**Your task:**
The string "Highland" appears in some lines of the data. Report how many, with no other words.

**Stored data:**

'''

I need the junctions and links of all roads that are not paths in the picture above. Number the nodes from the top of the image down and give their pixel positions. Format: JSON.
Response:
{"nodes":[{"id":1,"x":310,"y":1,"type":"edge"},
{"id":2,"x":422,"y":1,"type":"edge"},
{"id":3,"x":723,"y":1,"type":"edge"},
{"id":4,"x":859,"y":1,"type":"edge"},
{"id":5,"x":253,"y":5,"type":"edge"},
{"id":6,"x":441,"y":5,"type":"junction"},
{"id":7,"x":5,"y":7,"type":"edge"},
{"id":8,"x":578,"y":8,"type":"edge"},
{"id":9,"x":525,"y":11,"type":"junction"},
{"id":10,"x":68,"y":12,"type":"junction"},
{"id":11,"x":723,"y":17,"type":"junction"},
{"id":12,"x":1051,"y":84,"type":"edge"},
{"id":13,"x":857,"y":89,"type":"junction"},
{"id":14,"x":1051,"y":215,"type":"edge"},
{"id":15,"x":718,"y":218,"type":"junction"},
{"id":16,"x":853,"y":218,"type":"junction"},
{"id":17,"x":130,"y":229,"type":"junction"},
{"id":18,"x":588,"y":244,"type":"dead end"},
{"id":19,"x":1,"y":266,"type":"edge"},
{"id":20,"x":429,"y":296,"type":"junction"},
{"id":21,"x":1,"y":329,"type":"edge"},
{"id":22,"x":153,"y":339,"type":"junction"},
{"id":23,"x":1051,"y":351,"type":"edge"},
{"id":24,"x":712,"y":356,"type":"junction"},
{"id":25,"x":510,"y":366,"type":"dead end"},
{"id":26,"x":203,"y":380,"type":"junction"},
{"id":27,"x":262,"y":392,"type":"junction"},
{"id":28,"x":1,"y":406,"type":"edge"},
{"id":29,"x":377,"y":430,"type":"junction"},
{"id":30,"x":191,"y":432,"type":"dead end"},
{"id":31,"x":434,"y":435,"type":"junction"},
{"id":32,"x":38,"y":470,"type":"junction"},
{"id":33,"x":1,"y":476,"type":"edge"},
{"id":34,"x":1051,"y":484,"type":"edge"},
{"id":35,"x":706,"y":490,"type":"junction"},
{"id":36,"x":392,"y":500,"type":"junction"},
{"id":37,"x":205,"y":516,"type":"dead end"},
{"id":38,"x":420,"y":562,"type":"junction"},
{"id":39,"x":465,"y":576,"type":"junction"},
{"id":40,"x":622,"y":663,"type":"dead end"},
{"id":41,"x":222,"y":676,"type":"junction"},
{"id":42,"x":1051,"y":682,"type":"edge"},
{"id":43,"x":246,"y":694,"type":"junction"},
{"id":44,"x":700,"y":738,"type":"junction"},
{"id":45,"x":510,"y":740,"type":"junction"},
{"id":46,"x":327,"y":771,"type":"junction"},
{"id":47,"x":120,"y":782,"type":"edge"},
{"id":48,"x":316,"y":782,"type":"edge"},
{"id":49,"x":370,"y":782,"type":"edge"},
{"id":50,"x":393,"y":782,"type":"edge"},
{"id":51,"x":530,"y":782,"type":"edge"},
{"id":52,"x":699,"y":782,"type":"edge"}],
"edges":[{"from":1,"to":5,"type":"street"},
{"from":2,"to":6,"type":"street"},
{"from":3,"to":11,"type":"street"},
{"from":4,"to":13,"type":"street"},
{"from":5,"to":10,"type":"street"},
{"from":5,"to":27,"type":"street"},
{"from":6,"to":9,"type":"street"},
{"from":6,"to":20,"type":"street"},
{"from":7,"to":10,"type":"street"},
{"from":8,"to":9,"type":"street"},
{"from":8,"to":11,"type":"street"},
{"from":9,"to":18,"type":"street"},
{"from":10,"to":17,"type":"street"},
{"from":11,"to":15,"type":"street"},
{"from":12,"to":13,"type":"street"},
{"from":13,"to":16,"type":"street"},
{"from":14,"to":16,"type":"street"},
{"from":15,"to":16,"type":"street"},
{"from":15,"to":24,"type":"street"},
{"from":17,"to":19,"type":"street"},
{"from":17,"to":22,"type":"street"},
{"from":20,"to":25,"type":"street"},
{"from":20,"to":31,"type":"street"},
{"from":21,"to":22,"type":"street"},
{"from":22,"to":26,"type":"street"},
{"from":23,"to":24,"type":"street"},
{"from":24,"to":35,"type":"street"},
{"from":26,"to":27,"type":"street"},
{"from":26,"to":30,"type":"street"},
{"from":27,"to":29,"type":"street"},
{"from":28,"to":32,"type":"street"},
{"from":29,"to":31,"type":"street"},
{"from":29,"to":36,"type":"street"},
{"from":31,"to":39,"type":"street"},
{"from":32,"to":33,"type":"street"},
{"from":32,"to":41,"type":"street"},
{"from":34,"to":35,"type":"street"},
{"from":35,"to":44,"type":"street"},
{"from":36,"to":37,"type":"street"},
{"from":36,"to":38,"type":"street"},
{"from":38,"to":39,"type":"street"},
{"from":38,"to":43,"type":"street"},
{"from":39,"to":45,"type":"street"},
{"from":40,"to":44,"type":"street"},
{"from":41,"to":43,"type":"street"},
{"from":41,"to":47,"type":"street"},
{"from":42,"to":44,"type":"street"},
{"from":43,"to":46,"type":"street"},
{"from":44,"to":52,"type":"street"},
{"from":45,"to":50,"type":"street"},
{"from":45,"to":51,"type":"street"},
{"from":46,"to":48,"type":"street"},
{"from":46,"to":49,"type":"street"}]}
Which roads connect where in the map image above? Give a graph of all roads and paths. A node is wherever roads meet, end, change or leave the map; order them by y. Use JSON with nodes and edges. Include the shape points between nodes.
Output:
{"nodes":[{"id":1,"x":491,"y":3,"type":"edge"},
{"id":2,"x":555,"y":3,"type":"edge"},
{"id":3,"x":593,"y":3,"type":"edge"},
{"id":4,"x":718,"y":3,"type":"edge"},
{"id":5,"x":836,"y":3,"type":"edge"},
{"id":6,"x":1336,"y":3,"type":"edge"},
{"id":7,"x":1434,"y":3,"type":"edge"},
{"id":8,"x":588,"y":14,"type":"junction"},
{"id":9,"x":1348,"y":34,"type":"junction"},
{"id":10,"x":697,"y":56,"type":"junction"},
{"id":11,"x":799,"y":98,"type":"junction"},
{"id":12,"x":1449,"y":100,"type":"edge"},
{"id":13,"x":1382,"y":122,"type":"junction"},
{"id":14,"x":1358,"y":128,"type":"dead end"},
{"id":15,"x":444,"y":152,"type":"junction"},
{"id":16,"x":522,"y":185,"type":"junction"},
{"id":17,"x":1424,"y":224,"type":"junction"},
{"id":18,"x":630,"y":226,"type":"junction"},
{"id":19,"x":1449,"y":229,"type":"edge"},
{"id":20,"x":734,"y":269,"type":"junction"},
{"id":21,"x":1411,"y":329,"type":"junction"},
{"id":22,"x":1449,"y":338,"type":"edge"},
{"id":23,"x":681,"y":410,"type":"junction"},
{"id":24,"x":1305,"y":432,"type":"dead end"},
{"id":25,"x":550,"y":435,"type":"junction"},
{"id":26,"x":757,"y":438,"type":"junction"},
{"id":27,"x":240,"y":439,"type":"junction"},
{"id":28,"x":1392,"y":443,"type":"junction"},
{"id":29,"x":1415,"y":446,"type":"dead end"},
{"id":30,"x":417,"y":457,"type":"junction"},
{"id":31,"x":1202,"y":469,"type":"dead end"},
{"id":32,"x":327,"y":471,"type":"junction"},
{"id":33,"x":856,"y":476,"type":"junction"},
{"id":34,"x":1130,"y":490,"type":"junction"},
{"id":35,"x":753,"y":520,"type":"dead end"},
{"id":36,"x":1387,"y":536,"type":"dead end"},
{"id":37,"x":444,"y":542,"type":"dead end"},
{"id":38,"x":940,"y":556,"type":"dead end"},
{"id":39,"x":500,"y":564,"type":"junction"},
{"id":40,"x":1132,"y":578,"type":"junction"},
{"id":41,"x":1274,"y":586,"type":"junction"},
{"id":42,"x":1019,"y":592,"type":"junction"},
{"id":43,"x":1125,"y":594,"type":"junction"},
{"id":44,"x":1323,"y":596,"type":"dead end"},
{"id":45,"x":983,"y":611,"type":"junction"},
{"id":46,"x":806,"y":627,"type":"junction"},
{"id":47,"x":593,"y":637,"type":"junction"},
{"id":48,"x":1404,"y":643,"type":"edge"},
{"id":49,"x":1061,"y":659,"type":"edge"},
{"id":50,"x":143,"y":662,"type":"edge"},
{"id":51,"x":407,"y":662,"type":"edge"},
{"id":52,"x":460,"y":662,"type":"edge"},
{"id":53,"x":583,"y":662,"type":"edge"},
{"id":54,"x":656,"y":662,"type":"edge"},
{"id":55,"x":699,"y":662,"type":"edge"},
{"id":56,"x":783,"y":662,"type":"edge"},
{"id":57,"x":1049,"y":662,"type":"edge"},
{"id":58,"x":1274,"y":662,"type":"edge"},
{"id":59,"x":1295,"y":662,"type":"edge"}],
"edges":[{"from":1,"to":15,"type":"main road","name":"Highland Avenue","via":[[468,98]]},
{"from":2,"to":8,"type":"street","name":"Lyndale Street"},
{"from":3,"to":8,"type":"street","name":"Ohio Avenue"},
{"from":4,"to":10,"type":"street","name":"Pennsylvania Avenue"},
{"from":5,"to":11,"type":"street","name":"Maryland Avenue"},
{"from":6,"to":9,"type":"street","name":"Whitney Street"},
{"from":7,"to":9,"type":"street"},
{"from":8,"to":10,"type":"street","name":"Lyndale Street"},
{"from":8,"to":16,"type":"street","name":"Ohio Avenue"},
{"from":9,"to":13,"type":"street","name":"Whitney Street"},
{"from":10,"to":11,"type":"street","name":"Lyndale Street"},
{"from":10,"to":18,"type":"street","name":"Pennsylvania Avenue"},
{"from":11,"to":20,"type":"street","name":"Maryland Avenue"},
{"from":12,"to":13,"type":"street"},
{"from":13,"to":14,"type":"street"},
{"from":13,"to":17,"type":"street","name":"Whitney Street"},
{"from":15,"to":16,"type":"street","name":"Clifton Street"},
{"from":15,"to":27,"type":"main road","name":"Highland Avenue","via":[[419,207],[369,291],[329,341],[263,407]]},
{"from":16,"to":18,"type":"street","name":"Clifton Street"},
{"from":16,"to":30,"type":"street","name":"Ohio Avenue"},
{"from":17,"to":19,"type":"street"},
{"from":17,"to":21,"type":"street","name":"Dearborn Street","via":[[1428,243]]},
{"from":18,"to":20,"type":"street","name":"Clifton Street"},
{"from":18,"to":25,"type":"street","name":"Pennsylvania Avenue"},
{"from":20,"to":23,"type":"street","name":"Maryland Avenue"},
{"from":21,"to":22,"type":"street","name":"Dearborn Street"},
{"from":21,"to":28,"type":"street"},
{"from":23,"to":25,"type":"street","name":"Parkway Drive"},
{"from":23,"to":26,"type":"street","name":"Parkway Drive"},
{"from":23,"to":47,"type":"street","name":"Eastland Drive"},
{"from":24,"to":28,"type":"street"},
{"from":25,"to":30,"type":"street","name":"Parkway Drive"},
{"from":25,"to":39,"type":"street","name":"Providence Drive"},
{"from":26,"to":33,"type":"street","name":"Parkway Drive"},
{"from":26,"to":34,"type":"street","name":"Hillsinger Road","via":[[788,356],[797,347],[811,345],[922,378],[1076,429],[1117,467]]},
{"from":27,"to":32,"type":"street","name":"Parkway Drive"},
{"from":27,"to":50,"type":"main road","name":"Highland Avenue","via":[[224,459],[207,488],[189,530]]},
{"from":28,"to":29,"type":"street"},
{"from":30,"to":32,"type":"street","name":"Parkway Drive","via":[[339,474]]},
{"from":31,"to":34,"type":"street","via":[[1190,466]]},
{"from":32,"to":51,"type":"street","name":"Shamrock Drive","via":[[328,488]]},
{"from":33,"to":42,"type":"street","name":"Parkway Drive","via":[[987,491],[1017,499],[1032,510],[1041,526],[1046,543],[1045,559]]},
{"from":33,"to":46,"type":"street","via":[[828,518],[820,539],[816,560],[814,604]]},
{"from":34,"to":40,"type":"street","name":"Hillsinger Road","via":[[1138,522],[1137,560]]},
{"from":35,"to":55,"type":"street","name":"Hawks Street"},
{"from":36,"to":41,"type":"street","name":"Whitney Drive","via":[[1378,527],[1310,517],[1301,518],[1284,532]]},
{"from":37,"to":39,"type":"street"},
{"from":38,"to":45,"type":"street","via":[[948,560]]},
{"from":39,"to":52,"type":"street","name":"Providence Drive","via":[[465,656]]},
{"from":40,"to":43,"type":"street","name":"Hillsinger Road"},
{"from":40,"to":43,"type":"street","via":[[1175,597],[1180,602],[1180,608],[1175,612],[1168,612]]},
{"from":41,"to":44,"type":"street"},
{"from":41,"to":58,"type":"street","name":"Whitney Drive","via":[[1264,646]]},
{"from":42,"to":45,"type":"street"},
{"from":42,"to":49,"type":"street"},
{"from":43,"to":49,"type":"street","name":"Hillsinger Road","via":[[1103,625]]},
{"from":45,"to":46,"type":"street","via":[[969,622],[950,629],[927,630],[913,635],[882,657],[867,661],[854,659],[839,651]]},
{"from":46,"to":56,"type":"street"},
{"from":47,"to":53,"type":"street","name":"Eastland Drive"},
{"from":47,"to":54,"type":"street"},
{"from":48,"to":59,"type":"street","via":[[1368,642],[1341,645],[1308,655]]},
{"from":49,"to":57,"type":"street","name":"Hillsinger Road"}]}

'''

**Exercise result:**
3